Sob o título Crise Colonial e Independência – 1808-1830, esta primeira obra tem coordenação do escritor e historiador Alberto da Costa e Silva e é dividida em cinco capítulos, cada um escrito por um autor diferente: população e sociedade, vida política, relações internacionais, economia e cultura.

O modelo de seções temáticas será usado nos demais livros, que devem estar à disposição do público até o primeiro trimestre de 2013. “Os diferentes volumes não pretendem, apenas, compilar matéria e conhecimento prévios; mas introduzir novas interpretações”, diz Lilia.

Além do Brasil, outros nove países ibero-americanos fazem parte do projeto. Paralelamente, para junho do ano que vem, está programada uma exposição no Instituto Tomie Ohtake, em São Paulo, com 600 fotografias que recontam a história do Brasil.

CULT – O que diferencia os livros de outros de história do Brasil?

Lilia Schwarcz – Já foram publicadas previamente excelentes coleções de história do Brasil. A “História geral da civilização brasileira, dirigida por Sergio Buarque de Holanda e depois Boris Fausto; a “Tudo é história” (Brasiliense) e a “História da vida privada no Brasil” (Companhia das Letras) são ótimos exemplos nesse sentido.

Acredito, porém, que o que diferencia esse projeto é a perspectiva unificada, o mesmo tratamento dado a todos os livros (com um capítulo dedicado à política, outro à sociedade, outro à relações internacionais e mais outro à cultura) e a clara intenção de usar uma linguagem mais despojada – e, assim, alcançar pública mais amplo.

Por outro lado, a coleção também se diferencia dos livros eminentemente de divulgação, uma vez que congrega pesquisadores e especialistas que trazem resultados de pesquisa novos. Ou seja, os diferentes volumes não pretendem, apenas, compilar matéria e conhecimento prévios; mas introduzir novas interpretações.

Por fim, a intenção é comparativa. Num país com pouca tradição nesse sentido, a ideia é alcançar um público novo, nacional, mas também latino-americano.

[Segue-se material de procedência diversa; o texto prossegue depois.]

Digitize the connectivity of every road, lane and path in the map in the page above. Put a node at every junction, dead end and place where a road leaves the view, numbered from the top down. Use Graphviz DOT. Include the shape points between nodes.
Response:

Como foi a escolha dos autores e qual a importância da participação dos mesmos para o resultado final?

A escolha foi fundamental. Como diretora, selecionei a equipe de coordenação e fui, ao mesmo tempo, ajudada por eles nesse primeiro processo de idealização. Esse primeiro momento já conferiu ao grupo um perfil de “equipe”, no sentido de compor um conjunto de especialistas dispostos ao debate.

Depois disso, cada coordenador selecionou seus colaboradores de volume, e, mais uma vez, analisamos bem o perfil de conjunto da equipe que ia, então, se formando. Por conta da estrutura dos livros, acabamos contando com equipes multidisciplinares, perfil esse raro em nossas obras coletivas.

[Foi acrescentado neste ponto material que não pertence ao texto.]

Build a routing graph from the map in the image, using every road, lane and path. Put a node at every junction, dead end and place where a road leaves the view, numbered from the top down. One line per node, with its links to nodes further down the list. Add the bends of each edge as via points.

O resultado é uma coleção que guarda os estilos individuais e até mesmo certas discordâncias, mas sem jamais perder seu perfil de obra conjunta.

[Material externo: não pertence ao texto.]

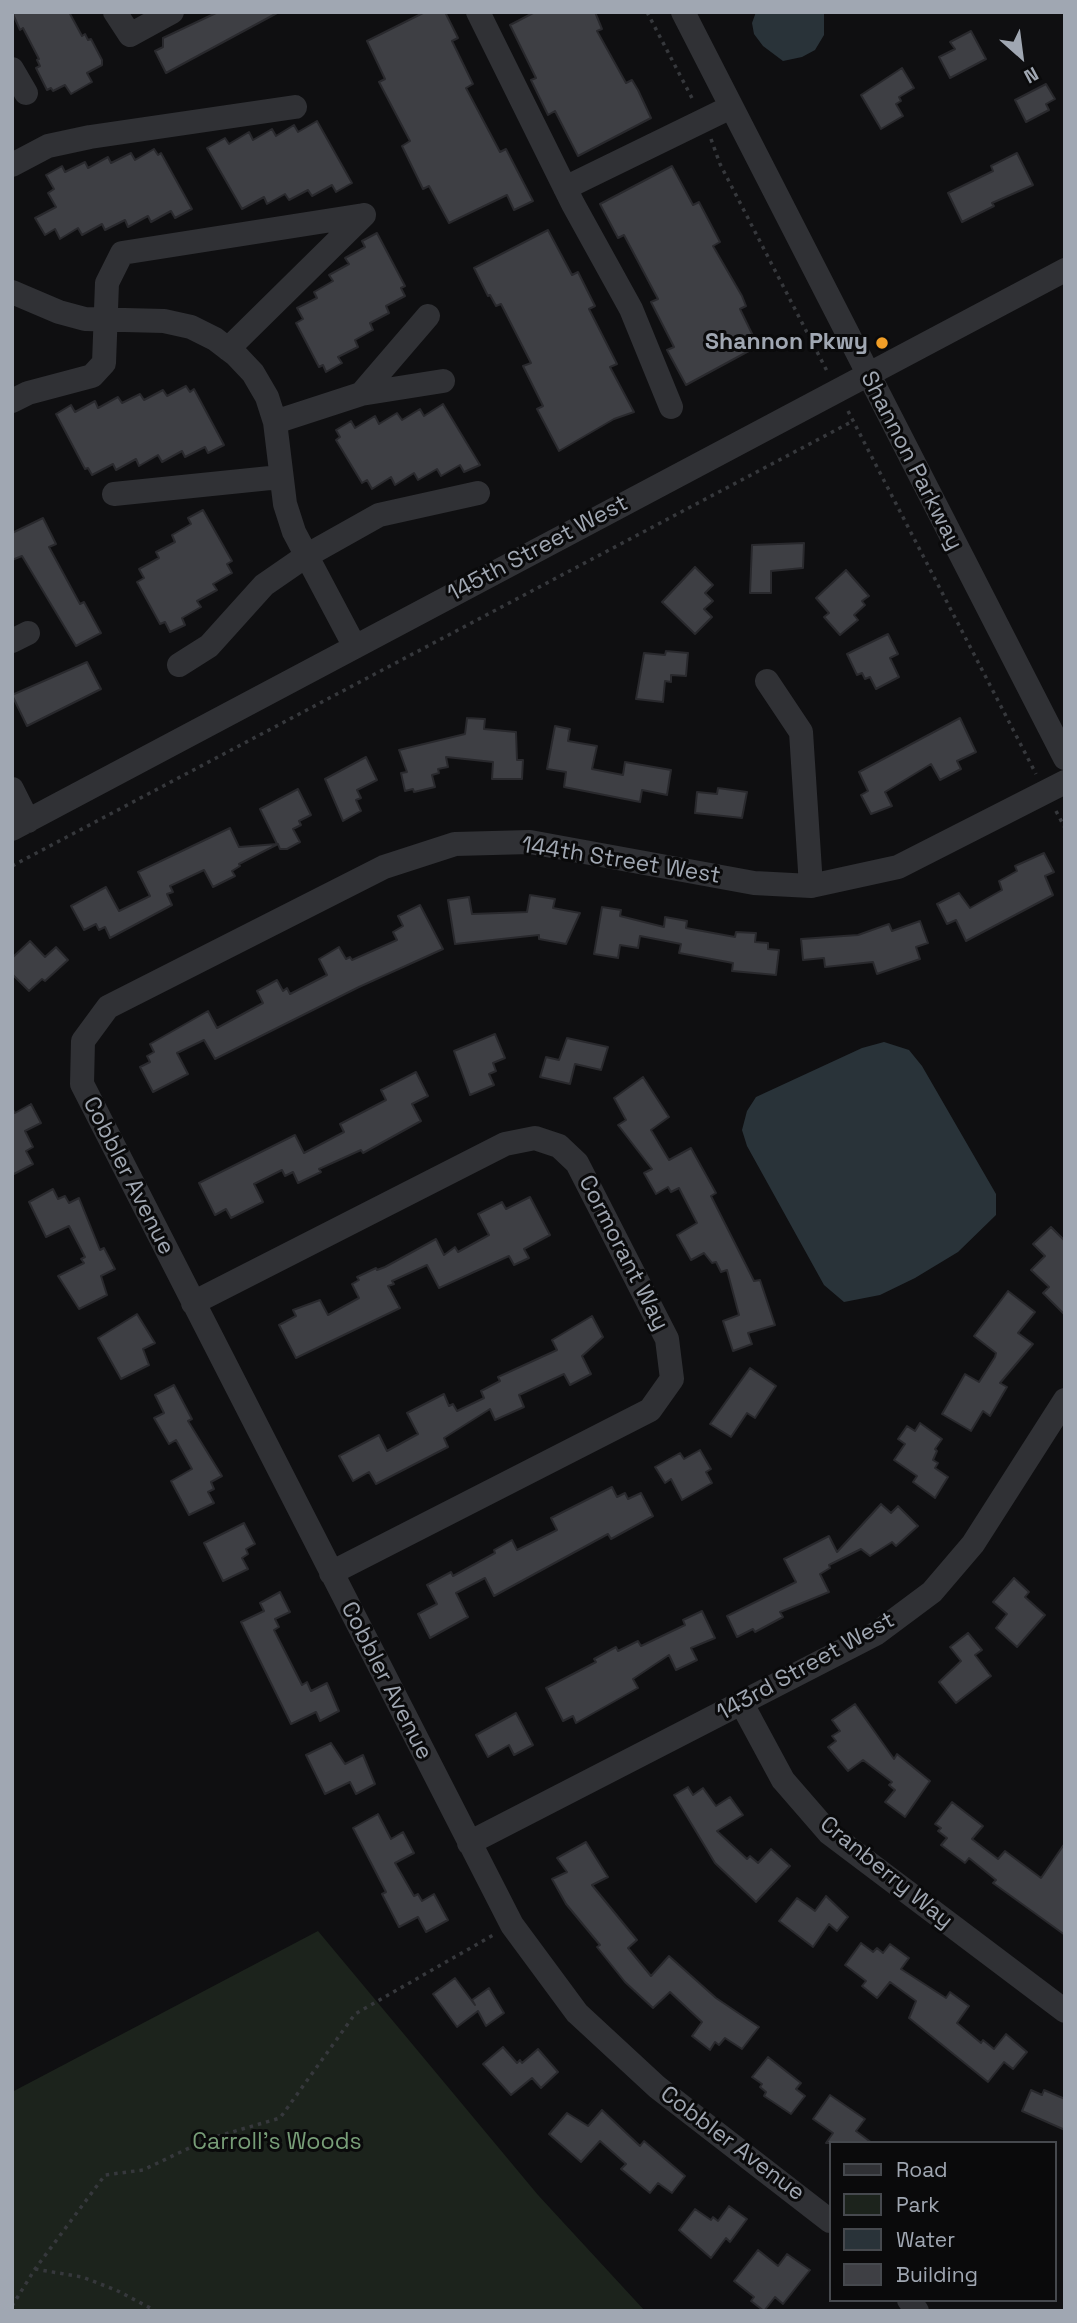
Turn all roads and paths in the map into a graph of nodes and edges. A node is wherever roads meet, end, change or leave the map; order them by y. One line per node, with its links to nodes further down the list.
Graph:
1 (115, 12): 2 (street)
2 (172, 12)
3 (478, 12): 12 (street)
4 (647, 12): 10 (path)
5 (683, 12): 9 (street, Shannon Parkway)
6 (12, 69): 7 (street)
7 (26, 93)
8 (295, 107): 11 (street)
9 (731, 107): 10 (street); 18 (street, Shannon Parkway)
10 (704, 121): 12 (street); 20 (path)
11 (12, 165)
12 (565, 188): 23 (street)
13 (1065, 270): 18 (street, 145th Street West)
14 (12, 292): 16 (street)
15 (428, 316): 21 (street)
16 (103, 321): 17 (street); 17 (street); 22 (street)
17 (228, 349): 25 (street)
18 (867, 375): 20 (street, 145th Street West); 33 (street, Shannon Parkway)
19 (443, 381): 21 (street)
20 (838, 391): 24 (path); 30 (street, 145th Street West)
21 (361, 394): 25 (street)
22 (12, 401)
23 (671, 407)
24 (853, 421): 34 (path); 38 (path)
25 (275, 422): 26 (street)
26 (280, 477): 28 (street); 29 (street)
27 (478, 493): 29 (street)
28 (114, 494)
29 (306, 556): 30 (street); 31 (street)
30 (355, 647): 36 (street, 145th Street West)
31 (179, 665)
32 (767, 681): 39 (street)
33 (1065, 758)
34 (1055, 787): 37 (path); 39 (street, 144th Street West)
35 (12, 789): 36 (street)
36 (20, 825)
37 (1065, 828)
38 (12, 866)
39 (811, 886): 40 (street, 144th Street West)
40 (83, 1041): 41 (street, Cobbler Avenue)
41 (193, 1303): 43 (street, Cobbler Avenue); 43 (street, Cormorant Way)
42 (1064, 1401): 44 (street, 143rd Street West)
43 (331, 1573): 45 (street, Cobbler Avenue)
44 (742, 1704): 45 (street, 143rd Street West); 47 (street, Cranberry Way)
45 (468, 1843): 46 (street, Cobbler Avenue)
46 (512, 1925): 48 (street, Cobbler Avenue); 49 (path)
47 (1065, 2011)
48 (828, 2219)
49 (35, 2269): 50 (path); 51 (path)
50 (12, 2306)
51 (156, 2311)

Qual o público alvo dos livros?

A coleção pretende alcançar tanto os professores e alunos de história (carentes de manuais desse tipo), como um público geral, cada vez mais atento a esse tipo de obra e interessado em recuperar uma certa memória nacional.

Esse fenômeno não é novo, o que talvez seja novo é a comunidade acadêmica se despir de “seus instrumentos tradicionais”, buscar ajustar a linguagem e aceitar o desafio de escrever para o grande público. Isso sem esquecer do apuro gráfico da coleção.

Os livros não têm notas de rodapé, o que é incomum em obras de história. Por quê?

A coleção visa a alcançar um público não especializado, que procura mais pelo conteúdo e menos pelas referências bibliográficas. Mas é preciso que se diga que a bibliografia está toda ao final de cada volume. Afinal, a ideia é motivar a leitura, mas sem facilitar.

A ausência de notas não significa uma interpretação mais simples ou simplista. Ao contrário, pouco habituados a esse tipo de desafio, os autores tiveram que se esmerar para explicar de maneira rigorosa uma série de contextos e situações históricos, e sem contar com o “apoio” das citações fáceis.

Há alguma informação nova revelada na coleção?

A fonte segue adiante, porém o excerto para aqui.